Your assignment >>
Scan the entries below for the word "dead". Copy each line that has it.

Exercise input >>
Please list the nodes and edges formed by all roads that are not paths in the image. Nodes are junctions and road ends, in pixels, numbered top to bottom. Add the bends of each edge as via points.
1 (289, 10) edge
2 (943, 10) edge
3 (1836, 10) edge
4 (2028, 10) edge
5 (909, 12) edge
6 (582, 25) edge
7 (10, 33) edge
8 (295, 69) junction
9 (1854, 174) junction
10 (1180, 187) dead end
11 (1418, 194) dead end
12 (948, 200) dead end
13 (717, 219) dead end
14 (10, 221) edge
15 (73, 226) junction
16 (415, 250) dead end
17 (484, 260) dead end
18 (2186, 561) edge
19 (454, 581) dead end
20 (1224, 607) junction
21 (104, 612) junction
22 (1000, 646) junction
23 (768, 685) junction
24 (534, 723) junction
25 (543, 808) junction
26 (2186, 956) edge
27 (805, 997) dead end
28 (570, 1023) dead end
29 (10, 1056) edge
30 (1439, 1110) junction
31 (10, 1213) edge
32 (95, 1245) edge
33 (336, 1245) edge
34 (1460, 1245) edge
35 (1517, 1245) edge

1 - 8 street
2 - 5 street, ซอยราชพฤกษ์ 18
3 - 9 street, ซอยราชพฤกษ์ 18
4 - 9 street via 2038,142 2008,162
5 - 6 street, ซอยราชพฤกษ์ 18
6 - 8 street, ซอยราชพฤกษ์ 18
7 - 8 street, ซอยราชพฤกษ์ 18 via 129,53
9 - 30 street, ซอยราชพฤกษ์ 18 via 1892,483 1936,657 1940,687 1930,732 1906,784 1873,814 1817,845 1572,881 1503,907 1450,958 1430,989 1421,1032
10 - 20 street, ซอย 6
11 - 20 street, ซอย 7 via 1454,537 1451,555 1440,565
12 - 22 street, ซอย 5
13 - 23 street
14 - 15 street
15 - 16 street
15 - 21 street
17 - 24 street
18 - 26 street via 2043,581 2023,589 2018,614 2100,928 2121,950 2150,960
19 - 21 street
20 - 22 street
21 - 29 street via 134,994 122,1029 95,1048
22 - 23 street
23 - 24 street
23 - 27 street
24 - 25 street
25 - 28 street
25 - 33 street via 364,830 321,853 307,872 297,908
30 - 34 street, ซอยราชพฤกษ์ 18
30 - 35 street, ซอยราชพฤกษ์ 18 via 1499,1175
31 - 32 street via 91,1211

Exercise solution >>
10 (1180, 187) dead end
11 (1418, 194) dead end
12 (948, 200) dead end
13 (717, 219) dead end
16 (415, 250) dead end
17 (484, 260) dead end
19 (454, 581) dead end
27 (805, 997) dead end
28 (570, 1023) dead end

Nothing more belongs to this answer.